EXERCISE DIRECTIONS:
On every line of the listing, check for "Drive"; copy the lines that have it.

RECORDED INFORMATION:
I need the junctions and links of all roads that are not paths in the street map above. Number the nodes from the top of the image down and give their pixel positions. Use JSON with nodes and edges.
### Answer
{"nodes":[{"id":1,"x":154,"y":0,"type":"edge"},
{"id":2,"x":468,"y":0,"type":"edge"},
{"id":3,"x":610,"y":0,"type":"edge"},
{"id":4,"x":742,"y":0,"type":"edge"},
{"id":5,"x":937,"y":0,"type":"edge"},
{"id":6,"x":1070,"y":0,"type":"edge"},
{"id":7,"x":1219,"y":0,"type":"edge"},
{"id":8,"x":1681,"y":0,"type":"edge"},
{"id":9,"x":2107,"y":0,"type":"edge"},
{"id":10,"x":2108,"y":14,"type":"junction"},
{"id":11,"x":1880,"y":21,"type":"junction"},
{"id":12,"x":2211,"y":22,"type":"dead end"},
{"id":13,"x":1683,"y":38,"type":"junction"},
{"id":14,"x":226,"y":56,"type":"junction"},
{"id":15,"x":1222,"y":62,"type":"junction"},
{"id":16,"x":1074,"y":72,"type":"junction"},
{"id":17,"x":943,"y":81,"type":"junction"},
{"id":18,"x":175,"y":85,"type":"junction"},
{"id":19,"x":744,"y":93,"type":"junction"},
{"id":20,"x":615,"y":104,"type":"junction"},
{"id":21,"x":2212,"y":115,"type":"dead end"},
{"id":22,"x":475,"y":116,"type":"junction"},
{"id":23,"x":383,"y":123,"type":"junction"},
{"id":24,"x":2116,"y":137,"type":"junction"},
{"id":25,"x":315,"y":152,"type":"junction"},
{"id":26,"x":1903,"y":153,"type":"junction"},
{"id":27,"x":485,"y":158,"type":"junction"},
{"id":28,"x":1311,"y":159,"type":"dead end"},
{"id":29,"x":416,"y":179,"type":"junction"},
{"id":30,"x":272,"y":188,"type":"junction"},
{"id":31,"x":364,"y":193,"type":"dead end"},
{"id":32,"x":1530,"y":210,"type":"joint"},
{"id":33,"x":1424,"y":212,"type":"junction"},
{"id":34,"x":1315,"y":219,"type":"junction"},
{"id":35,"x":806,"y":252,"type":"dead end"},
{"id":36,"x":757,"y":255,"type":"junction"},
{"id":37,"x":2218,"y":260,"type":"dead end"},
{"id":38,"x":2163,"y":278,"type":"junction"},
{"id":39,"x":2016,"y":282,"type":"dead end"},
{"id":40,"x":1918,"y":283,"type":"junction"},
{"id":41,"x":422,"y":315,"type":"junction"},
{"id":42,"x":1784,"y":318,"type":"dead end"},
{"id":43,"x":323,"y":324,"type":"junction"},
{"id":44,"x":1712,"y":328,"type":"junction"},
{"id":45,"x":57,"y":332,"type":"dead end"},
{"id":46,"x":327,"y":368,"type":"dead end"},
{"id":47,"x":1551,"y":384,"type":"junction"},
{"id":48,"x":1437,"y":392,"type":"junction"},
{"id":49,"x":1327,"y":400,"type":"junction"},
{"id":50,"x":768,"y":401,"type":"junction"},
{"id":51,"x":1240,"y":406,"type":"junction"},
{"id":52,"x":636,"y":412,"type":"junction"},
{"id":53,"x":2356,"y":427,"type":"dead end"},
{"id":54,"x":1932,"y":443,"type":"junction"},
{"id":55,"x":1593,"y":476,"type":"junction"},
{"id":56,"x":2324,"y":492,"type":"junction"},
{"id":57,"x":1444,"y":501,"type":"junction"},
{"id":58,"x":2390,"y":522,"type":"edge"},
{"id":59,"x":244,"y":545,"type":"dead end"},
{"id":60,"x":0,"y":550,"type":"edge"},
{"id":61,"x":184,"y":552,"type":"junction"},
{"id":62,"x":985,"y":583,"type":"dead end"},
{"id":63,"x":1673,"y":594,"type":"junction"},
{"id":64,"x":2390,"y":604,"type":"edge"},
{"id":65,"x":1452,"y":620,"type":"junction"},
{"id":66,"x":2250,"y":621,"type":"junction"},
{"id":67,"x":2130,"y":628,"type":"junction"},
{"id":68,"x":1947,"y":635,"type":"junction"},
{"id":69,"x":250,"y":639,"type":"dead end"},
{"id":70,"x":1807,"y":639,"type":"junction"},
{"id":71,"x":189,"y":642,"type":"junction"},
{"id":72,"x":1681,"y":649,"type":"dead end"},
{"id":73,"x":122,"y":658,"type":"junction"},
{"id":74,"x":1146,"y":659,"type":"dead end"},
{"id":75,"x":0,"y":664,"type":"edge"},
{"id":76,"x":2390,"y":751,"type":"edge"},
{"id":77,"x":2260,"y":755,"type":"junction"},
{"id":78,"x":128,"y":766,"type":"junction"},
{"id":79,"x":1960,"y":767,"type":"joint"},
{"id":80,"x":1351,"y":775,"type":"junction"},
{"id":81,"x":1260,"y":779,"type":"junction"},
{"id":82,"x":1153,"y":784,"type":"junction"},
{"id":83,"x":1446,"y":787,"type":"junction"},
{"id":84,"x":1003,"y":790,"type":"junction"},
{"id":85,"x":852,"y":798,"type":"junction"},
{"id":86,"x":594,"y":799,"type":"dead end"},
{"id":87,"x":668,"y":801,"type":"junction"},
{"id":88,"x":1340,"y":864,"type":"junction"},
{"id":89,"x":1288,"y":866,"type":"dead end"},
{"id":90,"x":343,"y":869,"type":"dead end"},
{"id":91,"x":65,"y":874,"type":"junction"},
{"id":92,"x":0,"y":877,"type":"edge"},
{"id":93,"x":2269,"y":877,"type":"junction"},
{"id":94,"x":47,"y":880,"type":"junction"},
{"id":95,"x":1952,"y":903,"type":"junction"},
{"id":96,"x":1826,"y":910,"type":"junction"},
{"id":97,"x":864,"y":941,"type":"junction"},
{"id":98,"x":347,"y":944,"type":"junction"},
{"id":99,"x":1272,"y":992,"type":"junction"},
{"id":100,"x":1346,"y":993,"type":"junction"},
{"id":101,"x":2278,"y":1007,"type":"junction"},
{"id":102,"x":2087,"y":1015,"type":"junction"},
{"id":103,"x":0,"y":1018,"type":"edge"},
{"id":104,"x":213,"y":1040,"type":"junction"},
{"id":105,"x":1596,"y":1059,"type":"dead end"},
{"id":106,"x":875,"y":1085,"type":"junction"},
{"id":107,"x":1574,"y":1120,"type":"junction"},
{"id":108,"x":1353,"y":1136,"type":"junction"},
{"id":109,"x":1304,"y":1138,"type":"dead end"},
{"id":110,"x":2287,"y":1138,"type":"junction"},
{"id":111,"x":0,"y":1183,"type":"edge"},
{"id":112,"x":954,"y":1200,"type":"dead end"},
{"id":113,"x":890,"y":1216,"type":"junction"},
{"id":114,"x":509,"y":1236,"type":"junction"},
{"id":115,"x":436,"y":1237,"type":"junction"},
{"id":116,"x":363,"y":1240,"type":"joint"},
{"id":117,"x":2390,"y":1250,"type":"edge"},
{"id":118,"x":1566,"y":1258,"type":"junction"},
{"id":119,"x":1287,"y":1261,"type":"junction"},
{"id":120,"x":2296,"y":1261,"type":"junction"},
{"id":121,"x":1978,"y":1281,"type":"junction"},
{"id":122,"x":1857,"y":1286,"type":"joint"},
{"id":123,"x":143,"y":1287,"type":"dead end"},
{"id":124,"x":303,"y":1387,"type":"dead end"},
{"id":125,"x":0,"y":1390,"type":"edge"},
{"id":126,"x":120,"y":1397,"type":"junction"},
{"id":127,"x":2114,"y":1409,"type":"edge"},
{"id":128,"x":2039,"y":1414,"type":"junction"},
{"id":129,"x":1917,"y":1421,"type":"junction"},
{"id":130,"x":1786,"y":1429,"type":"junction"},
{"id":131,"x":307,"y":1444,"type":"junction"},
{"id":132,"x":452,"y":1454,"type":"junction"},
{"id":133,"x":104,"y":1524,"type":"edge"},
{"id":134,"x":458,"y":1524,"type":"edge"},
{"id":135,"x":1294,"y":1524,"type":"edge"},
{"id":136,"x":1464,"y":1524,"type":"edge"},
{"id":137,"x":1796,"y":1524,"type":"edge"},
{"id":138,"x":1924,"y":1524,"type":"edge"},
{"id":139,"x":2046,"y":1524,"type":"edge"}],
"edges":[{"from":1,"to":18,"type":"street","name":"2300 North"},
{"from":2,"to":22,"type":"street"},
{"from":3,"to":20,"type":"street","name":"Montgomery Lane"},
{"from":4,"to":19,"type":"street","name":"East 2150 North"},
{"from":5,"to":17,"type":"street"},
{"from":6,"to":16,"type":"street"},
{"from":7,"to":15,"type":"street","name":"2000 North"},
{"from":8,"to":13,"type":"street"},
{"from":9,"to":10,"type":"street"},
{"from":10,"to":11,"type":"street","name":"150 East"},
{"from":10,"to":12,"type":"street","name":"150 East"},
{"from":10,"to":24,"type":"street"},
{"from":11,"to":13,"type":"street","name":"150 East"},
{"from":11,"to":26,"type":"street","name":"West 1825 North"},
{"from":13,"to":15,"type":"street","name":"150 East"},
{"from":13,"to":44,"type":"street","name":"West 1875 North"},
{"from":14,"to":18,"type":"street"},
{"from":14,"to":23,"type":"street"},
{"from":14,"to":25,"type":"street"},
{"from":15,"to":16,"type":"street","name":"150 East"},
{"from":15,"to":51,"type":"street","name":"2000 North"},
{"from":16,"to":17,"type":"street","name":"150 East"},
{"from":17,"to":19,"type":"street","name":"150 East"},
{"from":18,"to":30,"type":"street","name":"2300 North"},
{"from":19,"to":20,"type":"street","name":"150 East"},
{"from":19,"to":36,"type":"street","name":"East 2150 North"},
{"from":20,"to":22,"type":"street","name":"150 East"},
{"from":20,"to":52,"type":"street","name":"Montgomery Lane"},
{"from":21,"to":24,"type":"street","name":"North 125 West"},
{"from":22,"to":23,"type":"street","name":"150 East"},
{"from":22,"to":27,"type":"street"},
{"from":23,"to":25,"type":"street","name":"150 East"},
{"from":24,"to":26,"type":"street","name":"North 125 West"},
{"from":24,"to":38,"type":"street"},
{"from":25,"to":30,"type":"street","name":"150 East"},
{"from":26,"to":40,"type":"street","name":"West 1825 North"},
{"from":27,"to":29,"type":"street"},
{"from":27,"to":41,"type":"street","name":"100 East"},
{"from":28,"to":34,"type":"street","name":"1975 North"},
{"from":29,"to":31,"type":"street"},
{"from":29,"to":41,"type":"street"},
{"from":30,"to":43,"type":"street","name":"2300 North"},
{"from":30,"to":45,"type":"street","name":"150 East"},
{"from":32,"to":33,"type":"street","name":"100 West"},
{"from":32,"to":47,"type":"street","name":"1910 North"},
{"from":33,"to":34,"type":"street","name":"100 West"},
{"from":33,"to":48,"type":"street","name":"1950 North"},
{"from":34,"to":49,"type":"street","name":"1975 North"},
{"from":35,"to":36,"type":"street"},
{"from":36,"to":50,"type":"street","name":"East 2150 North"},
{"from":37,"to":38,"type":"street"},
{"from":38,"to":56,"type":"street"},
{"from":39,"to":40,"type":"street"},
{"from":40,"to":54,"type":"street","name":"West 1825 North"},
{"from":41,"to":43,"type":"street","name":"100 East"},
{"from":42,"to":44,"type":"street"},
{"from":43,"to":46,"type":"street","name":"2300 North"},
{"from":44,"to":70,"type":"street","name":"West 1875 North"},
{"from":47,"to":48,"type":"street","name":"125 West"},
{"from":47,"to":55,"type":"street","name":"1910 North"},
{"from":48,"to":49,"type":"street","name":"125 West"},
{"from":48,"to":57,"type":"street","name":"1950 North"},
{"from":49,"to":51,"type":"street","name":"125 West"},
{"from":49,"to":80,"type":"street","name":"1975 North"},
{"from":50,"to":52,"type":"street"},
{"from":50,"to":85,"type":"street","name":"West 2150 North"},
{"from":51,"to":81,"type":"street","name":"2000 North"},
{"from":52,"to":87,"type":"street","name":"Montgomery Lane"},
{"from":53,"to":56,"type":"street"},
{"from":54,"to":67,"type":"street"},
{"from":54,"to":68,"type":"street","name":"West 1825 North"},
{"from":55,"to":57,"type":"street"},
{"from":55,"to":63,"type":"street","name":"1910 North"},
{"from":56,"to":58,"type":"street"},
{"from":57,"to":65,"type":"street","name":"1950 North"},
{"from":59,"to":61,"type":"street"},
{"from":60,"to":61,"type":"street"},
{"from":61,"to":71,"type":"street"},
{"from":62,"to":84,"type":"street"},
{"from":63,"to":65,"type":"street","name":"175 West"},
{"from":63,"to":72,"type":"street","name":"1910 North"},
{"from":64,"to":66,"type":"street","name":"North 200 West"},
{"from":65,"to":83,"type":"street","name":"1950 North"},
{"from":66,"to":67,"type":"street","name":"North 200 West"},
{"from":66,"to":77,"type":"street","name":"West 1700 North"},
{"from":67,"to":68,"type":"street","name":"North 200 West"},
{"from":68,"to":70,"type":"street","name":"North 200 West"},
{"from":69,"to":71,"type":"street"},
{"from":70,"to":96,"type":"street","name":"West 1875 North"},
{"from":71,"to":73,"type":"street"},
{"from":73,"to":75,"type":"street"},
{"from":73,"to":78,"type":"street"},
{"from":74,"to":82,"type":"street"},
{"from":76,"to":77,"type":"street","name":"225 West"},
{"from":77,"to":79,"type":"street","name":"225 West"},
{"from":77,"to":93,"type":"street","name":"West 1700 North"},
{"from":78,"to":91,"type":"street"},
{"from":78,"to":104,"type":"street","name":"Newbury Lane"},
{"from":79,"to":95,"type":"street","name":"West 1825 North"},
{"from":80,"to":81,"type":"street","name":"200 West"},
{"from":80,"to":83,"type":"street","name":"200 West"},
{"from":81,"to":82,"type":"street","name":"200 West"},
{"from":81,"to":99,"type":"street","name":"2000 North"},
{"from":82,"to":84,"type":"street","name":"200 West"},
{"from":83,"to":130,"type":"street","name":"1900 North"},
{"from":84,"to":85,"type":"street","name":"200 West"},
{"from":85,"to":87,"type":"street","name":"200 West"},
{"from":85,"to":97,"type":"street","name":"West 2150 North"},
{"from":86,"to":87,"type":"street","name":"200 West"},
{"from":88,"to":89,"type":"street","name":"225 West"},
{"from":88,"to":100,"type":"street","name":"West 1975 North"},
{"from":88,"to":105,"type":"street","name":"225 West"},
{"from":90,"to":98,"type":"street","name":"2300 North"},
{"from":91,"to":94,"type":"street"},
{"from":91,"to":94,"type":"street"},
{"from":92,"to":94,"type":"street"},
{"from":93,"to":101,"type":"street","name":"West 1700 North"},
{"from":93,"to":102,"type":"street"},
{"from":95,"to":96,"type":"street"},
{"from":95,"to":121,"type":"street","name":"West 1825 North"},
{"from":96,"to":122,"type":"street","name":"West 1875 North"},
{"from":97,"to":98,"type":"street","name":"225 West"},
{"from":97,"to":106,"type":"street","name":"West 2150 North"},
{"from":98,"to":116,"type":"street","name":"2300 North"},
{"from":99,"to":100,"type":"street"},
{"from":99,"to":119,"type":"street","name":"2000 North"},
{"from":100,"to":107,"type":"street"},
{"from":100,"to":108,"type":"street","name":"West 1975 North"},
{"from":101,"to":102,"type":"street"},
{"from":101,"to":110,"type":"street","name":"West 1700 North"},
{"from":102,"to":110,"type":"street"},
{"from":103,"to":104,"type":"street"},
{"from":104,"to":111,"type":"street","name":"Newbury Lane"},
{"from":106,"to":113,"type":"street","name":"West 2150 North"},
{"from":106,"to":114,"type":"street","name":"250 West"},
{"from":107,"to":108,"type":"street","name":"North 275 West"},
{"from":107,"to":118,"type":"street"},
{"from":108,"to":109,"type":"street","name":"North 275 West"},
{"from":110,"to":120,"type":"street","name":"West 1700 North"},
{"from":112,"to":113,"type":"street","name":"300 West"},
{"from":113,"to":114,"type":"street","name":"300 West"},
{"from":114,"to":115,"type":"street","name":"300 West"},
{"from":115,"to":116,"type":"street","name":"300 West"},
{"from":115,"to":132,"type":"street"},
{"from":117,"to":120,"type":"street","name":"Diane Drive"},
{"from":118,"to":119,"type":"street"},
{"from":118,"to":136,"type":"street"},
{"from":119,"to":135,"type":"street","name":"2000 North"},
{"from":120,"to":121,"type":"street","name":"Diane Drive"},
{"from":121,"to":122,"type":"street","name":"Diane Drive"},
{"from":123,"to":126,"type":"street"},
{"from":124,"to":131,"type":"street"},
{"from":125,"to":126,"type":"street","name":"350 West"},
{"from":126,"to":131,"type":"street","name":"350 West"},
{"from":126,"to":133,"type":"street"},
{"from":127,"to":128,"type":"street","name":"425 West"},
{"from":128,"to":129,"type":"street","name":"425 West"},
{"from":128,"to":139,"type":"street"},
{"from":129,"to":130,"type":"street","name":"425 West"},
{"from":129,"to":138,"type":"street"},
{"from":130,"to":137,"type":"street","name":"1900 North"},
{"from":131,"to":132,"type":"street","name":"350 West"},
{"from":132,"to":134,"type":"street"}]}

THE ANSWER:
{"from":117,"to":120,"type":"street","name":"Diane Drive"},
{"from":120,"to":121,"type":"street","name":"Diane Drive"},
{"from":121,"to":122,"type":"street","name":"Diane Drive"},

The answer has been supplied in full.